As a sober alcoholic and the child of an alcoholic, I’ve gained a wealth of experience and knowledge on alcoholism. No matter the known facts or what I tell myself, I still feel things deep inside that I know are not true. I admit that the following story is an everyday element of my life: If he really loved me, he’d stay sober.

So, with THAT nagging at the core of my existence, it was an interesting drive toward his house to pick him up. The following cycle of emotions seemed to play in my head on repeat:

  • Fear – What if he decides to quit rehab halfway through? What if he dies in detox? What if he gets out and loses his job? What if they find out he has cirrhosis of the liver? What if he has a mental breakdown? Is he going to bullshit another recovery plan, or actually make some realistic goals? What if he doesn’t follow through with his recovery plan? What if he falls off the wagon?
  • Hurt – He’s ruined his life up until now.
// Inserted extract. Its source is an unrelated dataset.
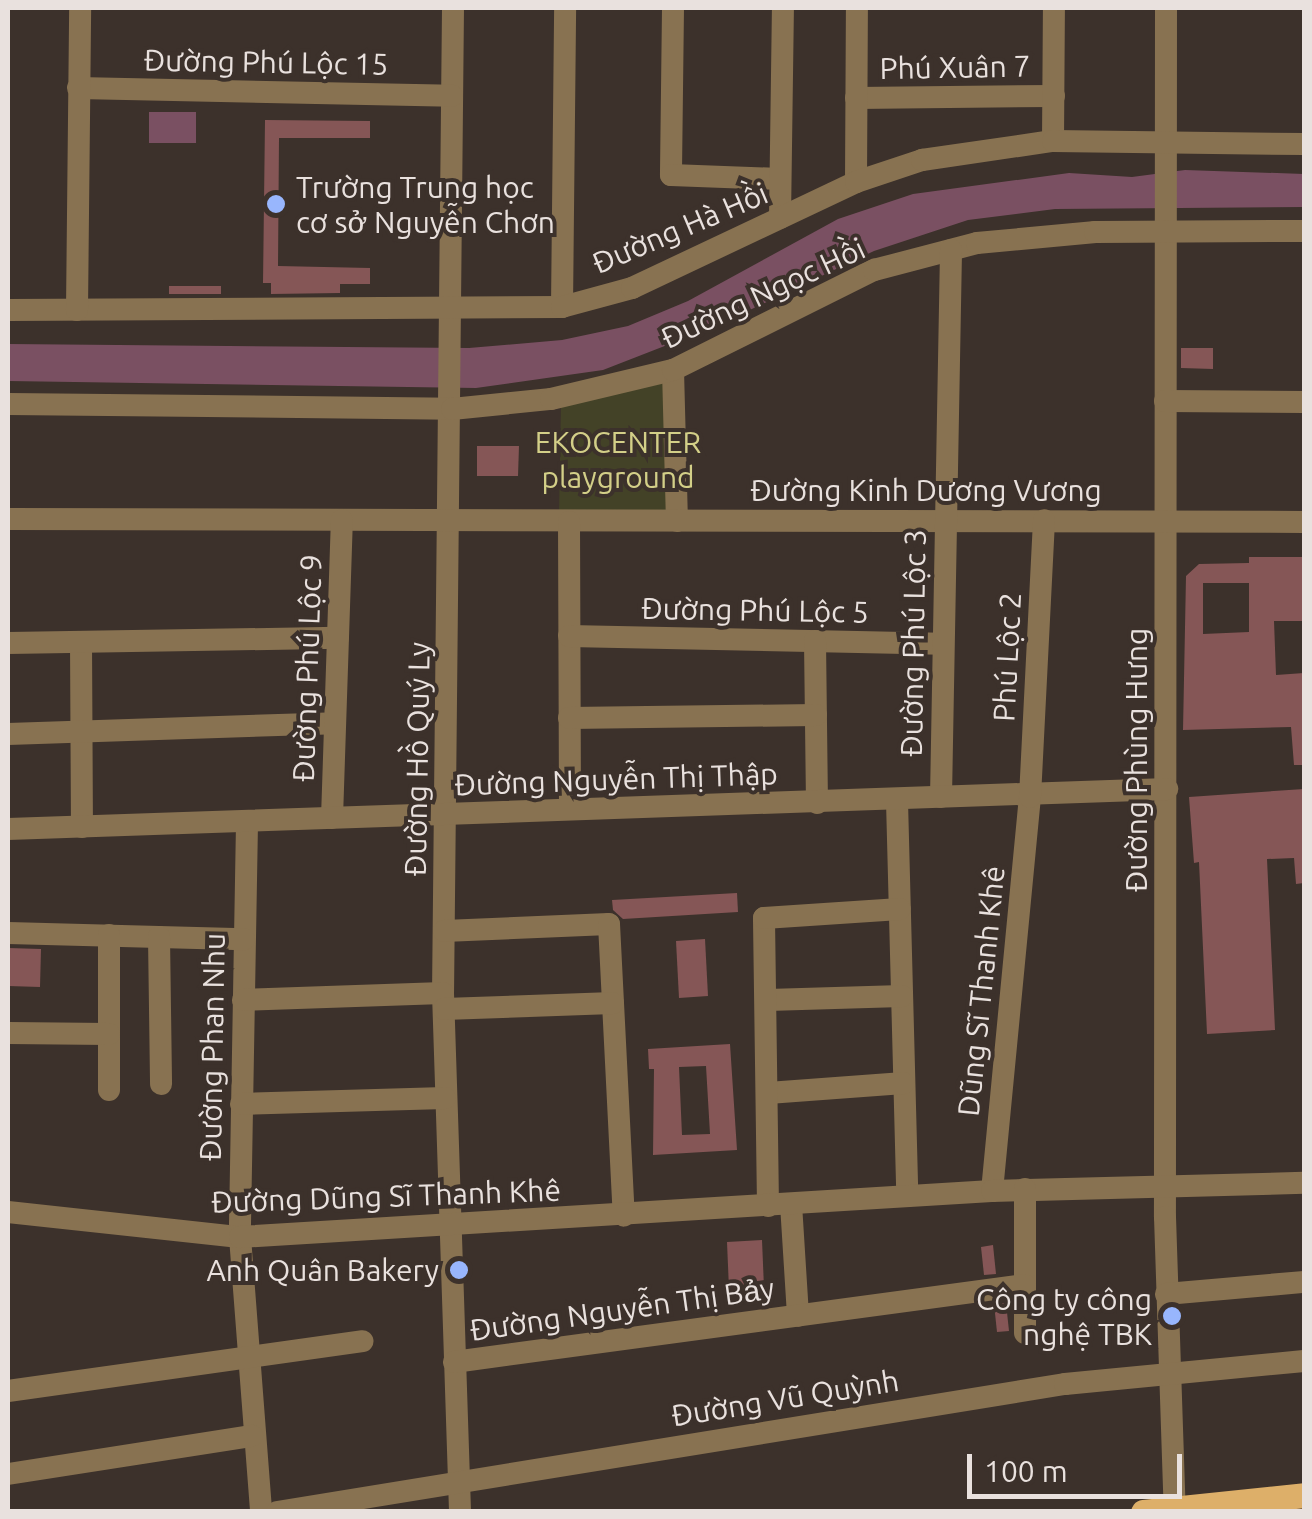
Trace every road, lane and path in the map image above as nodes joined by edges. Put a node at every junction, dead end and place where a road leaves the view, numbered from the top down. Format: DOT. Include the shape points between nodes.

What a waste of such a unique and special human being. He must be in so much pain and so broken inside, so isolated and alone. He’s lost so much; so have I, for that matter. I sure have missed out on having a dad who has been present and involved in my life. I have experienced how awesome he is when he’s living sober and I want my dad back. I want my son to know his wonderful Grandpa. Aren’t we important enough? Why hasn’t he made more of an effort to see us? We’ve lost so much time.
  • Shame – I’m sure he has enough of this for the both of us, but I still feel pangs of shame here and there. This is the emotion I could really go without and in fact, I hate it. As fleeting as these feelings may be, they’re just absurd enough to bother me. My husband doesn’t “get it” (he’s learning!), so I’m certain his family isn’t educated about alcoholism either, so naturally I assume they a bit judgmental as a result. They all tend to lead with their hearts, so I really don’t think they would react negatively toward me or him, but who knows? What about my mom’s friends? They are real shit-talkers, I wonder what they think? The realization that I have no control over how someone else views me or my family and that it actually doesn’t need to have any effect on my life in the slightest, is what keeps these shameful thoughts at bay, or quickly launches them back there. Then I feel guilty for feeling the shame…
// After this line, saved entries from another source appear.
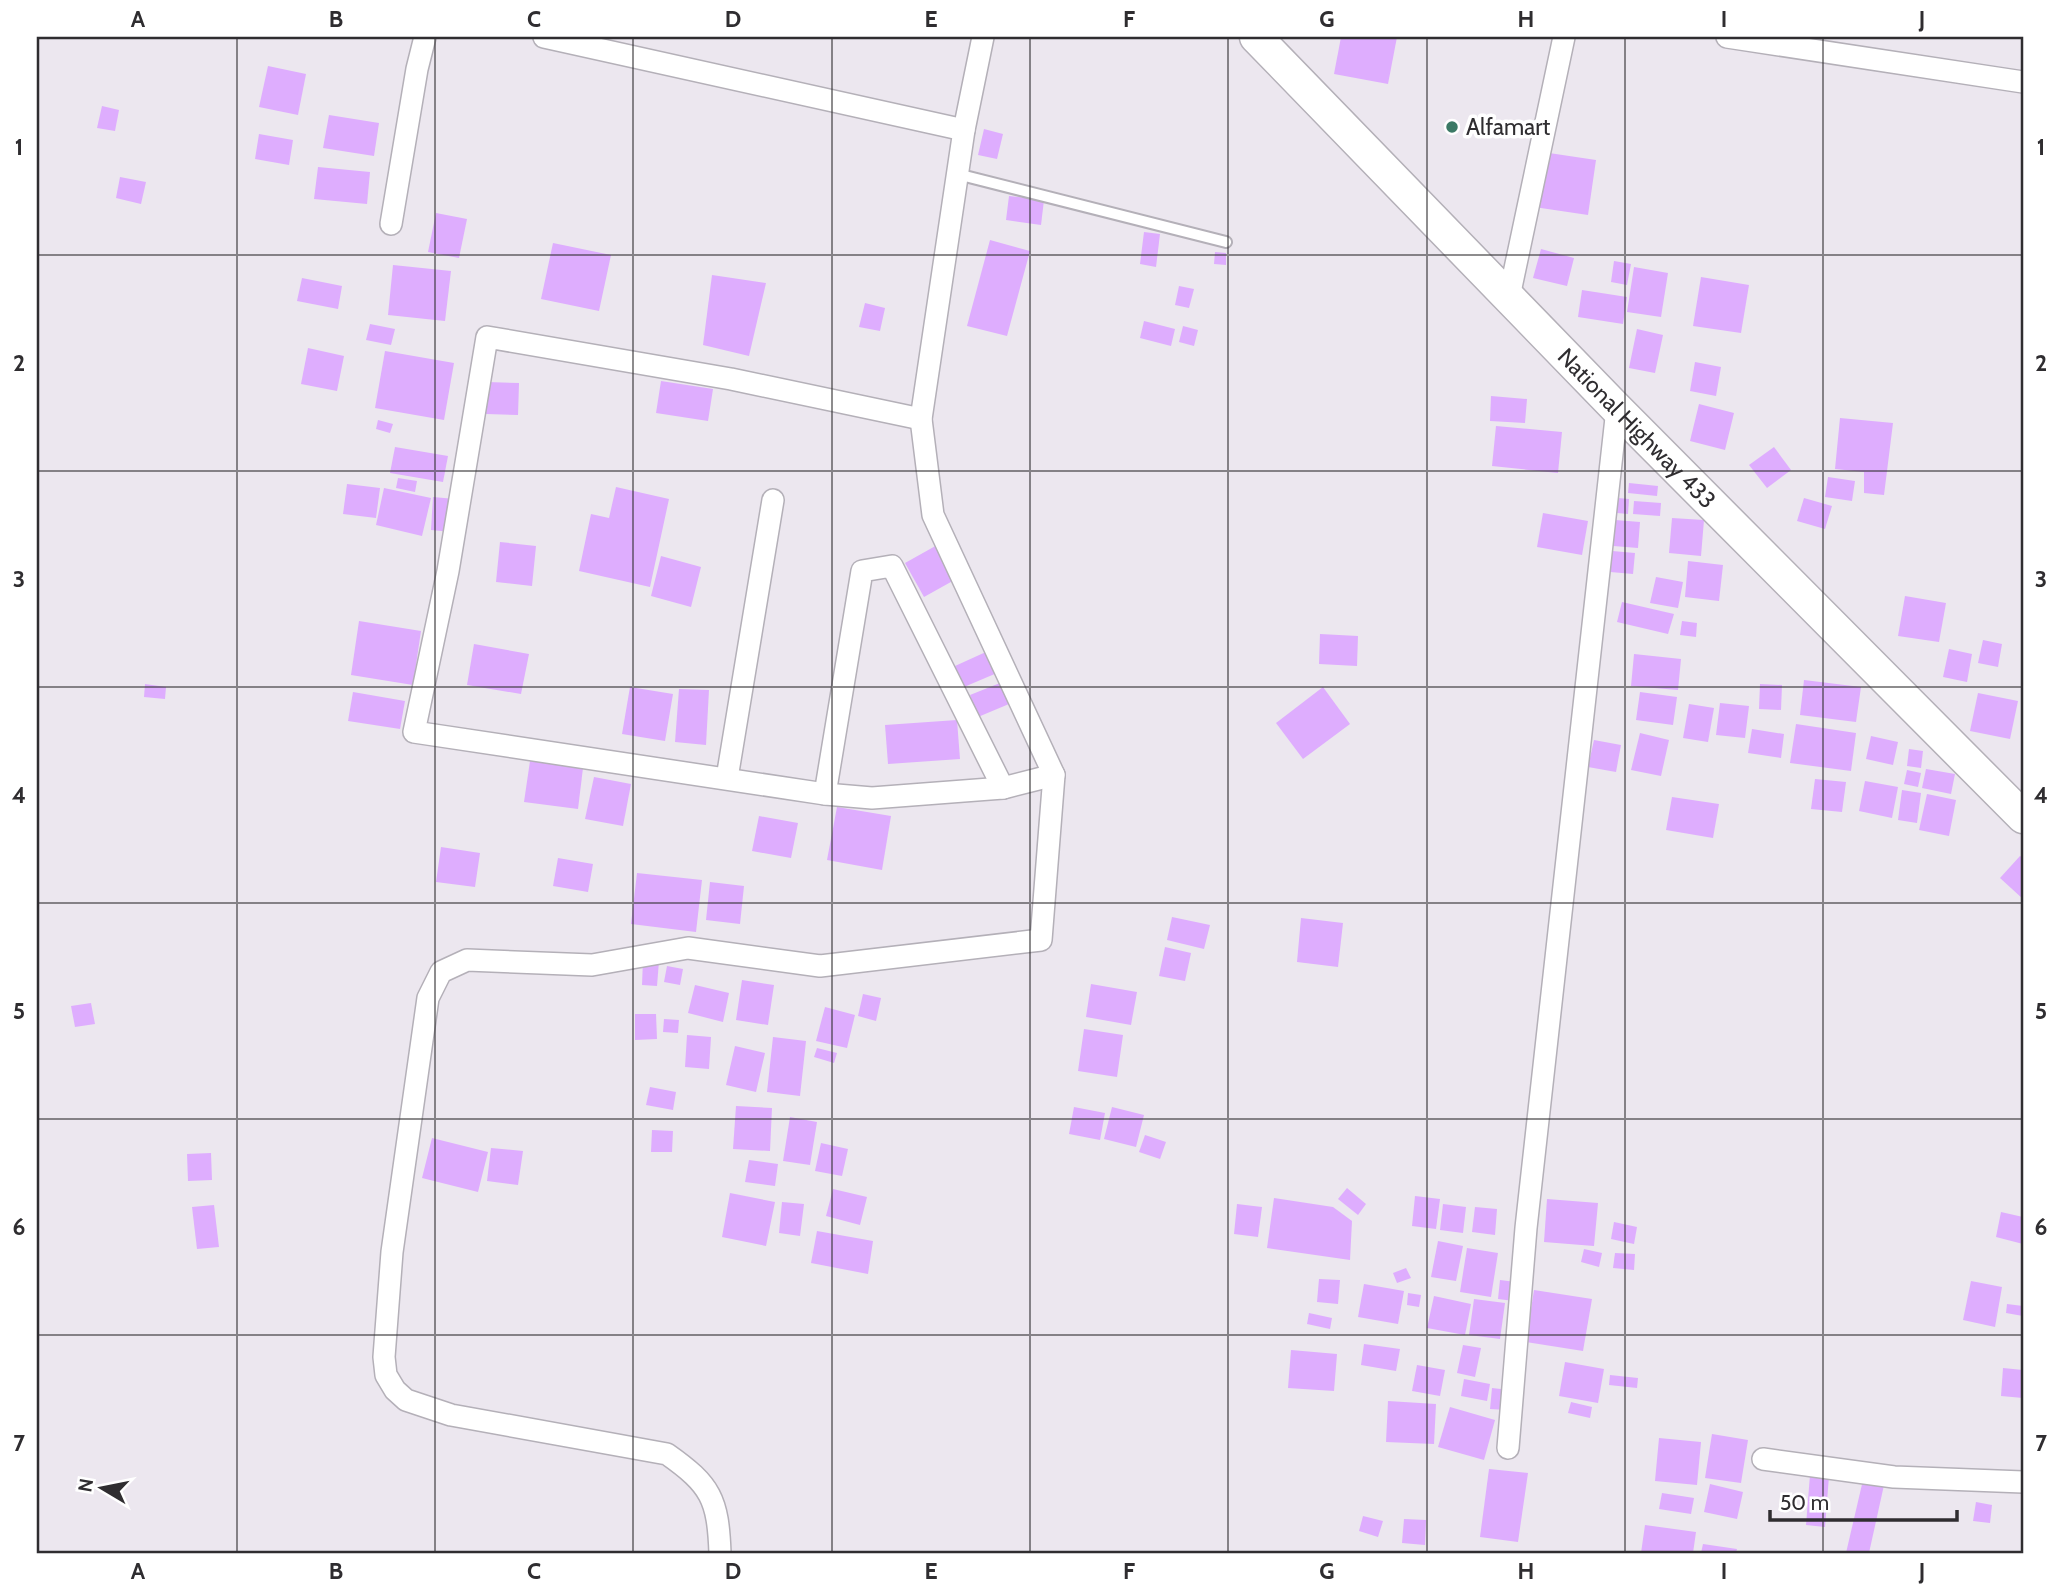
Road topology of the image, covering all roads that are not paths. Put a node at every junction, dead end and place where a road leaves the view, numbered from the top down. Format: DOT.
graph roads {
  1 [pos="425,37"];
  2 [pos="544,37"];
  3 [pos="983,37"];
  4 [pos="1256,37"];
  5 [pos="1564,37"];
  6 [pos="1727,37"];
  7 [pos="2023,82"];
  8 [pos="964,130"];
  9 [pos="957,174"];
  10 [pos="391,224"];
  11 [pos="1226,242"];
  12 [pos="1509,297"];
  13 [pos="1617,409"];
  14 [pos="921,419"];
  15 [pos="773,500"];
  16 [pos="1054,775"];
  17 [pos="727,778"];
  18 [pos="1003,788"];
  19 [pos="825,794"];
  20 [pos="2023,817"];
  21 [pos="1508,1448"];
  22 [pos="1763,1459"];
  23 [pos="2023,1482"];
  24 [pos="720,1553"];
  1 -- 10 [label="street"];
  2 -- 8 [label="street"];
  3 -- 8 [label="street"];
  4 -- 12 [label="main road, National Highway 433"];
  5 -- 12 [label="street"];
  6 -- 7 [label="street"];
  8 -- 9 [label="street"];
  9 -- 11 [label="lane"];
  9 -- 14 [label="street"];
  12 -- 13 [label="main road, National Highway 433"];
  13 -- 20 [label="main road, National Highway 433"];
  13 -- 21 [label="street"];
  14 -- 16 [label="street"];
  14 -- 17 [label="street"];
  15 -- 17 [label="street"];
  16 -- 18 [label="street"];
  16 -- 24 [label="street"];
  17 -- 19 [label="street"];
  18 -- 19 [label="street"];
  18 -- 19 [label="street"];
  22 -- 23 [label="street"];
}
  • Anger – children should NEVER have to escort their parents to rehab. Children certainly shouldn’t have to PAY for part of it, nor should they have to clean up shit hole apartments (for a fresh start) that are better off ablaze. Because of how withdrawn my dad has been at times growing up, I ended up dating a bunch of losers (bad boys) who were also withdrawn – ultimately breaking down my self-worth by my feeling like I had to fight for attention and love. Say what?! He has absolutely no idea how much he’s affected me, or anyone else. My husband has been around for almost 8 years and has had little interaction with him, so they really don’t have a relationship to speak of and that pisses me right off. Nutt up, Dad! It’s time to kick some ass, laugh and enjoy life! What’s the point, otherwise?! I want to slap the sad right out of him.
  • Hope– he’ll instantly have more self-esteem once he’s been sobered up for a few weeks. His desire to talk to a counselor is a great sign. With his unresolved issues no longer covered up with alcohol, dulling the pain, he needs to learn how to overcome them. I can’t wait to have neat conversations with him again about nature and animals; he knows so much and is so passionate about that stuff. Maybe he’ll find a hot little number in an AA meeting, gaining a sober partner to offer support and love. Maybe his social phobia will dwindle away and his confidence and dreams will soar high above with the eagles.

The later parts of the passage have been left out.